WHAT IS BEING ASKED = Your answer should be an exact copy of all the entries, free of pictures.

+++ GIVEN RECORDS

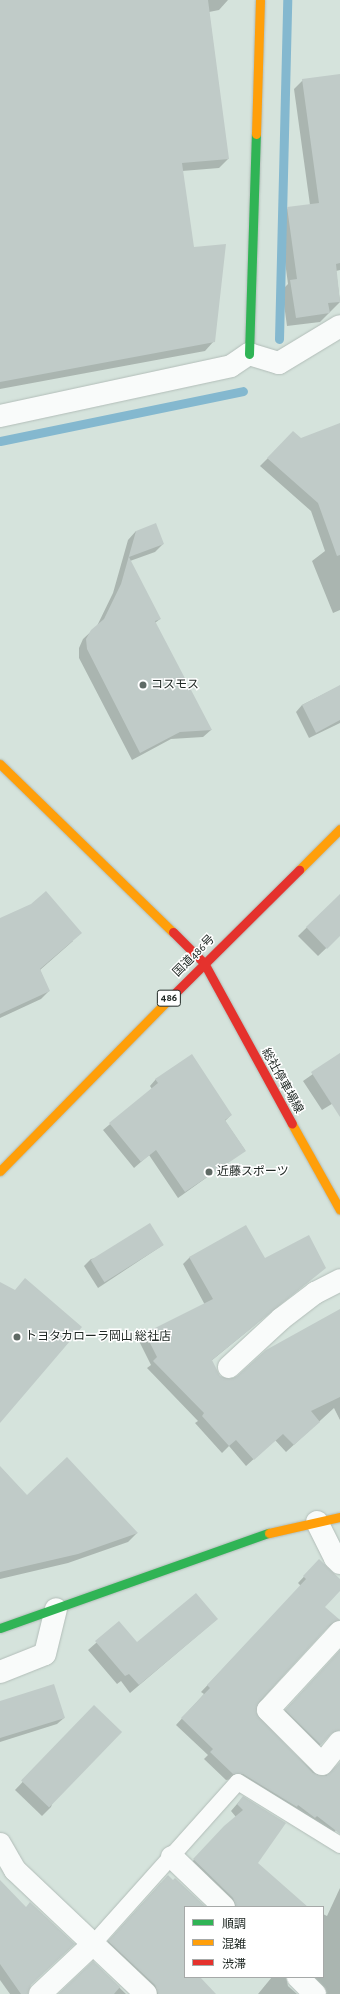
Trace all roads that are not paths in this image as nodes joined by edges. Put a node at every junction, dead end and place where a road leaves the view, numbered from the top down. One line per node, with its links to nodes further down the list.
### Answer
1 (260, 0): 3 (main road)
2 (340, 326): 3 (street)
3 (249, 354): 4 (street)
4 (0, 416)
5 (0, 764): 7 (main road, 総社停車場線)
6 (340, 829): 7 (main road, 国道486号 / 486)
7 (204, 963): 8 (main road, 国道486号 / 486); 9 (main road, 総社停車場線)
8 (0, 1171)
9 (340, 1210)
10 (340, 1280): 11 (street)
11 (229, 1367)
12 (340, 1517): 13 (main road)
13 (317, 1522): 14 (street); 15 (main road)
14 (340, 1563)
15 (56, 1609): 16 (main road); 18 (street)
16 (0, 1628)
17 (340, 1632): 19 (street)
18 (0, 1672)
19 (340, 1742)
20 (0, 1844): 24 (street)
21 (340, 1845): 22 (lane)
22 (172, 1857): 23 (street); 24 (lane)
23 (223, 1906)
24 (93, 1944): 26 (street); 27 (street)
25 (299, 1978): 28 (street)
26 (40, 1994)
27 (146, 1994)
28 (315, 1994)

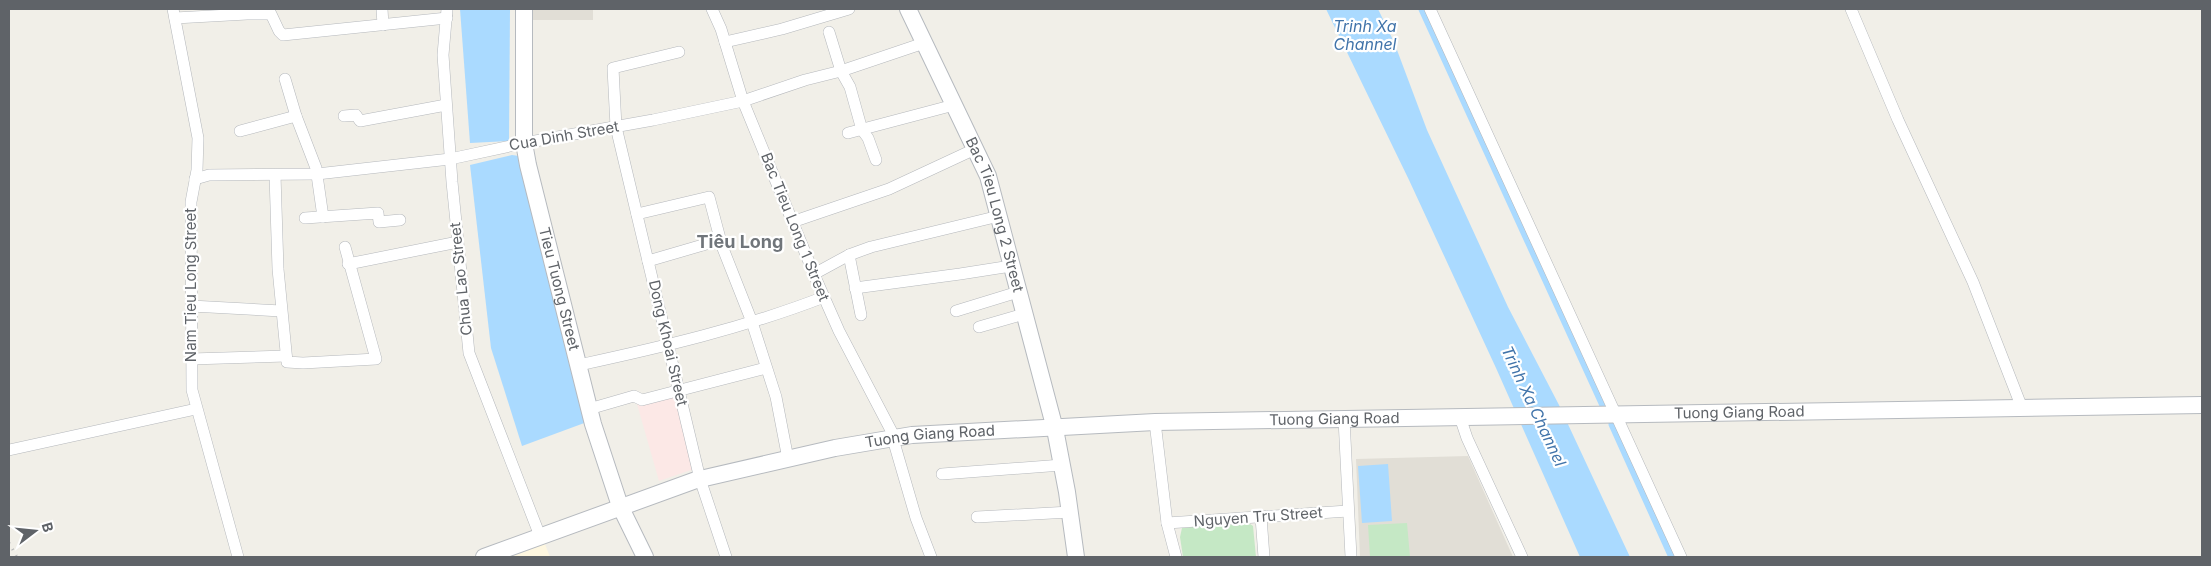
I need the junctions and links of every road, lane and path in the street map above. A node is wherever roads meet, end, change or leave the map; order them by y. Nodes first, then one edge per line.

++++++

WRITTEN RESPONSE =
Trace all roads that are not paths in this image as nodes joined by edges. Put a node at every junction, dead end and place where a road leaves the view, numbered from the top down. One line per node, with its links to nodes further down the list.
### Answer
1 (260, 0): 3 (main road)
2 (340, 326): 3 (street)
3 (249, 354): 4 (street)
4 (0, 416)
5 (0, 764): 7 (main road, 総社停車場線)
6 (340, 829): 7 (main road, 国道486号 / 486)
7 (204, 963): 8 (main road, 国道486号 / 486); 9 (main road, 総社停車場線)
8 (0, 1171)
9 (340, 1210)
10 (340, 1280): 11 (street)
11 (229, 1367)
12 (340, 1517): 13 (main road)
13 (317, 1522): 14 (street); 15 (main road)
14 (340, 1563)
15 (56, 1609): 16 (main road); 18 (street)
16 (0, 1628)
17 (340, 1632): 19 (street)
18 (0, 1672)
19 (340, 1742)
20 (0, 1844): 24 (street)
21 (340, 1845): 22 (lane)
22 (172, 1857): 23 (street); 24 (lane)
23 (223, 1906)
24 (93, 1944): 26 (street); 27 (street)
25 (299, 1978): 28 (street)
26 (40, 1994)
27 (146, 1994)
28 (315, 1994)

I need the junctions and links of every road, lane and path in the street map above. A node is wherever roads meet, end, change or leave the map; order them by y. Nodes first, then one edge per line.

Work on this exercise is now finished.